LyftLearn is Lyft’s ML Platform. It is a machine learning infrastructure built on top of Kubernetes that powers diverse applications such as dispatch, pricing, ETAs, fraud detection, and support. In a previous blog post, we explored the architecture and challenges of the platform.
In this post, we will focus on how we utilize the compute layer of LyftLearn to profile model features and predictions and perform anomaly detection at scale.
This article is divided into two parts. In this first part we will focus on how we profile model features and predictions at scale. In part 2, we will focus on how we use this profiled data for anomaly detection.
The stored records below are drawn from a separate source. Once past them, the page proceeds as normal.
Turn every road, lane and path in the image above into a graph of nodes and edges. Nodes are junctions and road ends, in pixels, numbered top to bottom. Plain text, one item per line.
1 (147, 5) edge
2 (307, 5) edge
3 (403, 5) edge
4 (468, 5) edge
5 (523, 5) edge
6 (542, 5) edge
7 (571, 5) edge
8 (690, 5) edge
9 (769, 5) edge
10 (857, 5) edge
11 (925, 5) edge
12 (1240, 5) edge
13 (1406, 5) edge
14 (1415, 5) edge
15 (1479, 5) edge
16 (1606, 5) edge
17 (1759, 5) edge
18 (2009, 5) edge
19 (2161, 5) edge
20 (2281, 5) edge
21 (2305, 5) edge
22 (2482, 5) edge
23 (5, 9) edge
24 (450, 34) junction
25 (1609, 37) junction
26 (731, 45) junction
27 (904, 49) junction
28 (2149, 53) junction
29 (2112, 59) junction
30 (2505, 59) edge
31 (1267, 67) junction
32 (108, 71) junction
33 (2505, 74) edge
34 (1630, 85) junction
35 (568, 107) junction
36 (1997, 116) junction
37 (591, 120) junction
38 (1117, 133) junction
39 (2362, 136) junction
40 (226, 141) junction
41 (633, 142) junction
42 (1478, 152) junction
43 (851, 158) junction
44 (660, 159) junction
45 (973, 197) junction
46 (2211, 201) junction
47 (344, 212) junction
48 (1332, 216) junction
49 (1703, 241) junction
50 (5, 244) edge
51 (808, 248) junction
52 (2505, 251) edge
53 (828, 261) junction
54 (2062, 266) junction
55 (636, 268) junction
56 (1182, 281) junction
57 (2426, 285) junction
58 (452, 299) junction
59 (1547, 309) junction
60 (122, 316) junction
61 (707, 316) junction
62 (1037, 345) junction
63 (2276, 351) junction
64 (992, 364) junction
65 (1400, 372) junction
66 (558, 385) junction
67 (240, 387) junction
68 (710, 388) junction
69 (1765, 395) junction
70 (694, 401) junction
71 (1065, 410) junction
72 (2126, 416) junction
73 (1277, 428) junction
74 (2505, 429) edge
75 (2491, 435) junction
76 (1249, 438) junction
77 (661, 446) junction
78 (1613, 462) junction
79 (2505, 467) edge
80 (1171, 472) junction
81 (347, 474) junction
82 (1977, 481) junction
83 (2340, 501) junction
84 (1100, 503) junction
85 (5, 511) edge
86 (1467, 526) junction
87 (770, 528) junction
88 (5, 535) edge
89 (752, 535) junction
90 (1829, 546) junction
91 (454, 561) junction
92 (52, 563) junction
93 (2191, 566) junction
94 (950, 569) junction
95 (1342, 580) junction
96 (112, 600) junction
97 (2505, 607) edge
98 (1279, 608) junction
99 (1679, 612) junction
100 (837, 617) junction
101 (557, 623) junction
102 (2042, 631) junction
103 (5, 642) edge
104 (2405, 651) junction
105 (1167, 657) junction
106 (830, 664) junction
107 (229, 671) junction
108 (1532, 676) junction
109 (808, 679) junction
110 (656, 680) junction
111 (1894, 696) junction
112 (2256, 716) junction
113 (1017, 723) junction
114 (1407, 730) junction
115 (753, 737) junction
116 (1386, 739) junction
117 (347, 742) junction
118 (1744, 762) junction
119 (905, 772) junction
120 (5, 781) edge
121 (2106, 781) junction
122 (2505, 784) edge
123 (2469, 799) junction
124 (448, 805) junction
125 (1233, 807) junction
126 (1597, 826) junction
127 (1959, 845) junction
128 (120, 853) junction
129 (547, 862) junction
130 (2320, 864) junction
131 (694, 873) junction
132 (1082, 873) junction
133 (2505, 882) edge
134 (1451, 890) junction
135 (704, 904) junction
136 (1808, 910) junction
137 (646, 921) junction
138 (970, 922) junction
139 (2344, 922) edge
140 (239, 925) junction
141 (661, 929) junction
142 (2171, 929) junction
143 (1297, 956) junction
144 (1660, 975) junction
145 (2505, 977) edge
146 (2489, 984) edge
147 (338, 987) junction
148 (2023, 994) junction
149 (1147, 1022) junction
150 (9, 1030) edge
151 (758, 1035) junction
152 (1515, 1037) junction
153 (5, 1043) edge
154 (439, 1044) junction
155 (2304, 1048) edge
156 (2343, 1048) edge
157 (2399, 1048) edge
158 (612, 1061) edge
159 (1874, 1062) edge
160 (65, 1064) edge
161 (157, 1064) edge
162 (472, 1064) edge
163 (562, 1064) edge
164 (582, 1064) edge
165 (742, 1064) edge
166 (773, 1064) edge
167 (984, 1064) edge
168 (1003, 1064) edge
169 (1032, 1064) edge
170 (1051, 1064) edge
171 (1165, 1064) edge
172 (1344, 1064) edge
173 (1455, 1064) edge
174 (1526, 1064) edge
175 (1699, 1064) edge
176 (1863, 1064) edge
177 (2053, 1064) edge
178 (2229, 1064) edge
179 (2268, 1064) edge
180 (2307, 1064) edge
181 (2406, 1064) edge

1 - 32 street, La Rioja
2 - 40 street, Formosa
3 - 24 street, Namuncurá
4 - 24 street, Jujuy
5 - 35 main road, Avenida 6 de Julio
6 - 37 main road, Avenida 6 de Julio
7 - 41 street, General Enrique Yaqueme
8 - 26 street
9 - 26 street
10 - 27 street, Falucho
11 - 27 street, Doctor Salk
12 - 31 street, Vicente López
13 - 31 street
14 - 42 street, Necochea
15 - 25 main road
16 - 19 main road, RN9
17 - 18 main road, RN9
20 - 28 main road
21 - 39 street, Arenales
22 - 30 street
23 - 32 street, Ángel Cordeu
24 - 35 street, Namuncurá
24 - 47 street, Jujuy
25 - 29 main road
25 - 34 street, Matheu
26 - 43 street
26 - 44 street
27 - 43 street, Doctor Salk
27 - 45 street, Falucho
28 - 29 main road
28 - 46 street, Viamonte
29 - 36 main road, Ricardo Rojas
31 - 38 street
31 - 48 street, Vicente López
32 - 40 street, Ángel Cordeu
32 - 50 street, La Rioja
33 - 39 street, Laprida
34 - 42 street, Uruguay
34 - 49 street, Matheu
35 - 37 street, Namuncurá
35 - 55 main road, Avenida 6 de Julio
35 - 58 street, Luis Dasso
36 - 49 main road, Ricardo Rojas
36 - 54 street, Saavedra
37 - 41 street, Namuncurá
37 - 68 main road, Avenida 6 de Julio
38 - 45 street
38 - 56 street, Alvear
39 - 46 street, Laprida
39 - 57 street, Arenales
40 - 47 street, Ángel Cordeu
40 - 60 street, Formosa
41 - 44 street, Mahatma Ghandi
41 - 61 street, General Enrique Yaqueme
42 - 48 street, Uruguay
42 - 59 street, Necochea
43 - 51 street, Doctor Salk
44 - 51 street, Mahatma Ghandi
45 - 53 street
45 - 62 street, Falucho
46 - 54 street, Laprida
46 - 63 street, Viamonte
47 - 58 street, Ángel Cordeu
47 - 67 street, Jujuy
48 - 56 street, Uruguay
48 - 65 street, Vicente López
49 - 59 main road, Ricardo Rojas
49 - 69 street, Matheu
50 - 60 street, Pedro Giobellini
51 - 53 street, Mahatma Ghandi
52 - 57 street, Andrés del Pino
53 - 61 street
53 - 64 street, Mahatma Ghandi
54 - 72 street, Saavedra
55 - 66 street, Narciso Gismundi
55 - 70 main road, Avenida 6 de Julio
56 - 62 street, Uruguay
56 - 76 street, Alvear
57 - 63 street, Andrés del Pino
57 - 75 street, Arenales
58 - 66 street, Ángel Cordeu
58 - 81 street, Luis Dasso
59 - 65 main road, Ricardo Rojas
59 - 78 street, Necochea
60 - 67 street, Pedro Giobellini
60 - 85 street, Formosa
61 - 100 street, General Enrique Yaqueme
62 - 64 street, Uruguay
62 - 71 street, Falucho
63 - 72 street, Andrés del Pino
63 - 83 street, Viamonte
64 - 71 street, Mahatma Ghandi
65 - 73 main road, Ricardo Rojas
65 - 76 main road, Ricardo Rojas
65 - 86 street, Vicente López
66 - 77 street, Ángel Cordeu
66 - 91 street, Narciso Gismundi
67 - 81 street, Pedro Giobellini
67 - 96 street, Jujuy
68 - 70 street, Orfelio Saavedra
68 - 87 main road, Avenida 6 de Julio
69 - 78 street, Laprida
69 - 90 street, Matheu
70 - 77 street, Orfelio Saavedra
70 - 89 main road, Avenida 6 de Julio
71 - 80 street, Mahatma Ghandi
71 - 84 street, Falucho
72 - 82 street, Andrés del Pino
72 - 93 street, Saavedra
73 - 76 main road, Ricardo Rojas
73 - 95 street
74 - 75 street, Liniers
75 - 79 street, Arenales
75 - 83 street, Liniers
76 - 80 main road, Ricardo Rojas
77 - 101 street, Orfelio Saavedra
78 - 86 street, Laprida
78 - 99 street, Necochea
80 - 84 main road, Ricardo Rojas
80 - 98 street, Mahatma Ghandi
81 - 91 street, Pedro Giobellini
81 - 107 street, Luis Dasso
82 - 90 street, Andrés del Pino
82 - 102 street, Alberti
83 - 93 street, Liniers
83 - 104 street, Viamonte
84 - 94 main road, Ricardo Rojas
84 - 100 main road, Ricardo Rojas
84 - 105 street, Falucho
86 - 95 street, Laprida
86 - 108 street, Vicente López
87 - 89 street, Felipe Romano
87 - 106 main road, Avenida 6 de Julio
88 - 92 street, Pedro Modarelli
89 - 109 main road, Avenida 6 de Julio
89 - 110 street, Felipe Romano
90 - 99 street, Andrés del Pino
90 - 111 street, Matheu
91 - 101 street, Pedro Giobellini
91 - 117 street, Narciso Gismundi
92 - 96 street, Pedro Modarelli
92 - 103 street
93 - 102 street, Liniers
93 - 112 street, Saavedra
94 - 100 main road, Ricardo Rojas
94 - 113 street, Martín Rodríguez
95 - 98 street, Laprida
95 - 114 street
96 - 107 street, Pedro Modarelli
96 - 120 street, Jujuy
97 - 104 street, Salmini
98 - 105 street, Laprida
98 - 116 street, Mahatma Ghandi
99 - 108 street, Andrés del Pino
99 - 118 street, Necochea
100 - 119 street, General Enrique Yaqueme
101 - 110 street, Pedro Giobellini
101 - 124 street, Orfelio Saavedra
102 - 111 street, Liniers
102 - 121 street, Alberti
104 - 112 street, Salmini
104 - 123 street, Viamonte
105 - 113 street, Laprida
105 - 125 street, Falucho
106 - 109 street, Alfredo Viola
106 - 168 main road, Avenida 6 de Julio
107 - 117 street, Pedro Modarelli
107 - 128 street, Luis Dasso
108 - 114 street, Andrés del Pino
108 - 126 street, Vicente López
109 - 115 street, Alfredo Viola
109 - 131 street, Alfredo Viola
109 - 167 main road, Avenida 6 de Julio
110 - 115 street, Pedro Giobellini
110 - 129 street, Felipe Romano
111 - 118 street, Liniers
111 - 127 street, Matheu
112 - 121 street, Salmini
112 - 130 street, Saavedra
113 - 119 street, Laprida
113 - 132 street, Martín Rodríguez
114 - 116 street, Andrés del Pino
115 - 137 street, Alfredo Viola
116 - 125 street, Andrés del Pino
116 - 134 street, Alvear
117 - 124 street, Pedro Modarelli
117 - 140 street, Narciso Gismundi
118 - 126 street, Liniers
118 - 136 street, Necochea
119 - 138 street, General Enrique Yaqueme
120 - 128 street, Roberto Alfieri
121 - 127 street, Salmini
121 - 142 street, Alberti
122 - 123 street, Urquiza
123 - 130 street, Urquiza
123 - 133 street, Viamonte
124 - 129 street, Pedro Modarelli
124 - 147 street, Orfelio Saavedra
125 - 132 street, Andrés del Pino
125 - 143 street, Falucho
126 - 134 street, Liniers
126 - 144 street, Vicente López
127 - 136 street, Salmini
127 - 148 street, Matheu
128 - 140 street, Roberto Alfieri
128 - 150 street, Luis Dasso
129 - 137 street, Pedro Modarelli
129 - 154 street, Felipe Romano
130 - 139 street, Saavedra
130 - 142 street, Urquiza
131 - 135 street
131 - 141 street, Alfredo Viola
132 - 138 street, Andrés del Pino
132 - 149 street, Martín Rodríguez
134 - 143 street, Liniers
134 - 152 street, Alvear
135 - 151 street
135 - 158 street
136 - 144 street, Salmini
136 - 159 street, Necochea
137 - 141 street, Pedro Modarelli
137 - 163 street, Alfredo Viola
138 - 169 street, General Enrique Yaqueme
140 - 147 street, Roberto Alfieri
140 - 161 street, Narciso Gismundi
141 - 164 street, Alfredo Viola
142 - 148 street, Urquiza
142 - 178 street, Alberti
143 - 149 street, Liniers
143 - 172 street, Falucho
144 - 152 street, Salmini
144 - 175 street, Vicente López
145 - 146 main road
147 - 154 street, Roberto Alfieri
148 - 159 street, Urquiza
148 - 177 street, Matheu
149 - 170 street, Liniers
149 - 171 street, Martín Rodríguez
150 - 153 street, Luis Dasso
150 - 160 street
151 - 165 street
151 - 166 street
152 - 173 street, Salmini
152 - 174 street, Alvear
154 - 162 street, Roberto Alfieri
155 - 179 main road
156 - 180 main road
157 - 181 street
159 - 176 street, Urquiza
Machine learning forms the backbone of the Lyft app and is used in diverse applications such as dispatch, pricing, fraud detection, support, and many more. There are several potential applications of anomaly detection to improve machine learning models at Lyft. By identifying faults or changing trends with the features and predictions of the models, we can quickly identify whether there is feature drift, or concept drift. Identifying anomalies in critical business metrics allows teams to streamline operations and plan for corrective actions.
In our previous blog, we discussed the various challenges we faced in model monitoring and our strategy to address some of these issues. We briefly discussed using z-scores to find anomalies. One challenge we faced with z-scores was that there tend to be many false positives because features and predictions can deviate statistically without im...